Thatch, a fast-growing startup working to modernize how employers provide health insurance, has raised $40 million in Series B funding. The round was led by Index Ventures and included backing from heavyweights like Andreessen Horowitz (a16z), General Catalyst, and ADP Ventures. With this latest investment, the San Francisco-based company has now raised a total of $84.5 million since launching in late 2021.
While Thatch didn’t disclose its post-Series B valuation. Co-founder Adam Stevenson shared that it’s now roughly three times higher than the Series A round, which closed in February 2024 with $38 million led by General Catalyst.
At its core, Thatch health insurance solutions help employers adopt a more flexible benefits model using Individual Coverage Health Reimbursement Arrangements (ICHRAs). Unlike traditional HRAs that only cover out-of-pocket costs like prescriptions and dental work. ICHRAs allow employers to fund individual medical insurance premiums as well.
As CEO Chris Ellis explains it, the model gives employees true freedom. “Imagine giving each employee $1,000 monthly. One person might spend $800 on a Kaiser HMO plan and use the rest on therapy. While another could apply the full amount toward a different PPO plan,” he said. Under the old HRA system, paying for insurance this way wasn’t allowed.
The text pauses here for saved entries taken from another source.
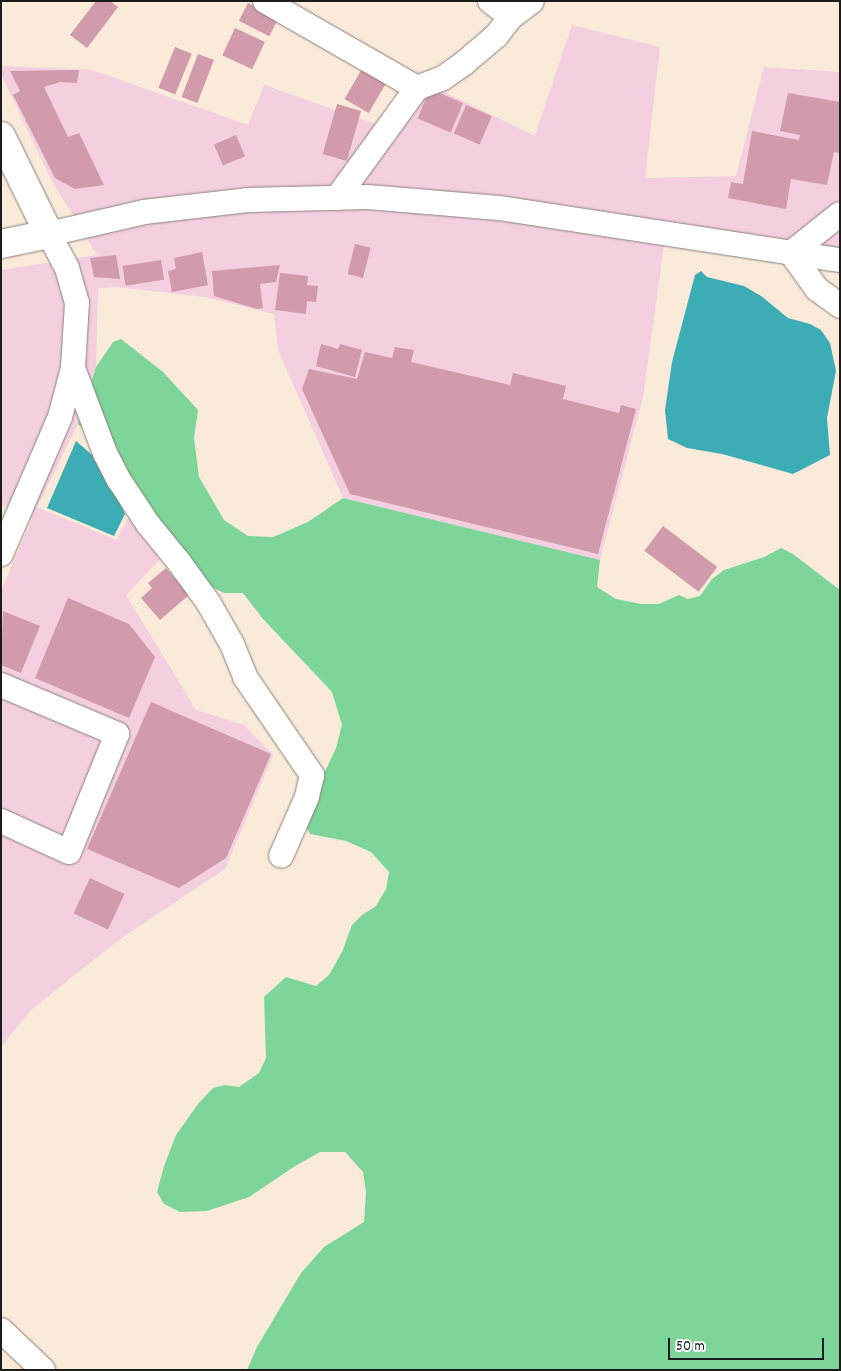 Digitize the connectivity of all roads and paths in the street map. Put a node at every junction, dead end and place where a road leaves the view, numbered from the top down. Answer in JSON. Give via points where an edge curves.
{"nodes":[{"id":1,"x":265,"y":1,"type":"edge"},
{"id":2,"x":490,"y":1,"type":"edge"},
{"id":3,"x":532,"y":1,"type":"edge"},
{"id":4,"x":511,"y":18,"type":"junction"},
{"id":5,"x":417,"y":88,"type":"junction"},
{"id":6,"x":1,"y":136,"type":"edge"},
{"id":7,"x":337,"y":198,"type":"junction"},
{"id":8,"x":840,"y":214,"type":"edge"},
{"id":9,"x":49,"y":234,"type":"junction"},
{"id":10,"x":1,"y":244,"type":"edge"},
{"id":11,"x":791,"y":252,"type":"junction"},
{"id":12,"x":840,"y":260,"type":"edge"},
{"id":13,"x":840,"y":306,"type":"edge"},
{"id":14,"x":73,"y":368,"type":"junction"},
{"id":15,"x":1,"y":554,"type":"edge"},
{"id":16,"x":1,"y":685,"type":"edge"},
{"id":17,"x":1,"y":821,"type":"edge"},
{"id":18,"x":281,"y":856,"type":"dead end"},
{"id":19,"x":1,"y":1330,"type":"edge"},
{"id":20,"x":43,"y":1370,"type":"edge"}],
"edges":[{"from":1,"to":5,"type":"street"},
{"from":2,"to":4,"type":"street"},
{"from":3,"to":4,"type":"street"},
{"from":4,"to":5,"type":"street","via":[[496,36],[463,64],[443,78]]},
{"from":5,"to":7,"type":"street"},
{"from":6,"to":9,"type":"main road"},
{"from":7,"to":9,"type":"street","via":[[247,200],[144,212]]},
{"from":7,"to":11,"type":"street","via":[[368,197],[499,208]]},
{"from":8,"to":11,"type":"street"},
{"from":9,"to":10,"type":"main road"},
{"from":9,"to":14,"type":"street","via":[[67,268],[77,303]]},
{"from":11,"to":12,"type":"street"},
{"from":11,"to":13,"type":"street","via":[[817,288]]},
{"from":14,"to":15,"type":"street","via":[[60,417]]},
{"from":14,"to":18,"type":"street","via":[[104,453],[148,524],[208,602],[232,644],[245,676],[312,775],[307,797]]},
{"from":16,"to":17,"type":"street","via":[[117,734],[68,852]]},
{"from":19,"to":20,"type":"street"}]}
Thatch hosts a marketplace that allows employees to choose their own health, dental, and vision plans. The platform also offers a debit card so users can spend any leftover funds on medical expenses. If an employee isn’t satisfied with their insurance provider, they can switch — a major shift from the one-size-fits-all employer model.
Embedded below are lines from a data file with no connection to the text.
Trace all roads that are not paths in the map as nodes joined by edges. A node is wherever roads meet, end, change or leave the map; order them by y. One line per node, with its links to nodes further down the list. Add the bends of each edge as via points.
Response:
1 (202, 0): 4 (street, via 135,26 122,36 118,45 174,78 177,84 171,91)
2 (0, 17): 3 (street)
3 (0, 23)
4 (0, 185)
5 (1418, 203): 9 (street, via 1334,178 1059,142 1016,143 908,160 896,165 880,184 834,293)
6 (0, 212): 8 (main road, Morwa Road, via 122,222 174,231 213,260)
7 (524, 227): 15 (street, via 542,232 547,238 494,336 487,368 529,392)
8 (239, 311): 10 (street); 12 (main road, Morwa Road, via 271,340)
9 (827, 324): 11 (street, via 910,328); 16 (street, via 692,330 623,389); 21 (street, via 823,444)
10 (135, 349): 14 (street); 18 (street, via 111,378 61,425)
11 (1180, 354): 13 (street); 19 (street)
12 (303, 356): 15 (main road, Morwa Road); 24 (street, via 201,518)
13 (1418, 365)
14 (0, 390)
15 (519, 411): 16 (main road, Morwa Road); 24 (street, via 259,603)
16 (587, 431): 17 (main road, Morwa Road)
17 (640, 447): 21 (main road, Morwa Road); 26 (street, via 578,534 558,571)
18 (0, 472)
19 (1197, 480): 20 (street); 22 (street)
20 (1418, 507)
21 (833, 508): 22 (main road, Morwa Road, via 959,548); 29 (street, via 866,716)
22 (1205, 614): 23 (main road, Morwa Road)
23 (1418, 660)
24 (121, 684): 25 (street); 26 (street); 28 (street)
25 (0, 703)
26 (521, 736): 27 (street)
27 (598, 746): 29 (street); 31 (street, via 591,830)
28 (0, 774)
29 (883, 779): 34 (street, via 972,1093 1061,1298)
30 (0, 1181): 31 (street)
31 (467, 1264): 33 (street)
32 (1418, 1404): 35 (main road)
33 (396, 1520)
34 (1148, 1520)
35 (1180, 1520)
The company says nearly half of its users have leftover funds, averaging about $250 per month. These extra funds can then be applied to things insurance may not cover — providing more control and flexibility to employees.
One reason for the buzz around ICHRA is how new the regulation still is. Approved in 2020, it allows businesses to tailor benefit offerings by employee type. Such as hours worked or location — something Stevenson believes opens the door to major innovation.
“It doesn’t make sense that your employer chooses your healthcare,” Stevenson said. “With ICHRA, companies offer tax-free money and let employees decide what works best for them.”
To help employers adopt this system more easily, Thatch has partnered with QuickBooks. This integration lets businesses set up ICHRA plans directly within their accounting platform. A similar feature with ADP is also in the pipeline.
While the company didn’t reveal revenue figures, Stevenson noted that Thatch has onboarded over 1,000 businesses in just 18 months, with revenue growing 8x year over year. Clients include Dave’s Hot Chicken, Jersey Mike’s, Ferry Health, Fragment.dev, and PeopleTech Partners.
Though rooted in healthcare, Thatch’s real innovation may lie in fintech. The founders realized early on that successfully managing ICHRAs involved more than picking insurance. It required handling budgets, payments, reimbursements, and compliance. To build the right infrastructure, they hired talent from companies like Stripe, Rippling, and Ramp.
Ellis brings a background in cancer research at MIT and experience in healthcare software, while Stevenson spent time at Humana and later led engineering teams at Stripe. The team recently brought on Gary Daniels, former CEO of UnitedHealthcare Pacific Northwest, as chief growth officer — a move that underscores Thatch’s ambition to disrupt employer-based healthcare.
Investor confidence is high. Index Ventures partner Jahanvi Sardana compared choosing health insurance today to “buying a house without knowing the price or details.” She believes Thatch is doing more than fixing a broken system — it’s rebuilding it entirely.
“Thatch makes benefits feel like a true marketplace — one that’s transparent, personalized, and built around choice,” Sardana said. “They’re solving not just a benefits problem, but a payments problem. And that shift doesn’t happen by accident.”
With 72 employees as of March, Thatch is moving fast. As demand grows for flexible, employee-first health coverage, the startup appears well-positioned to lead the charge — and reshape the way businesses think about health insurance.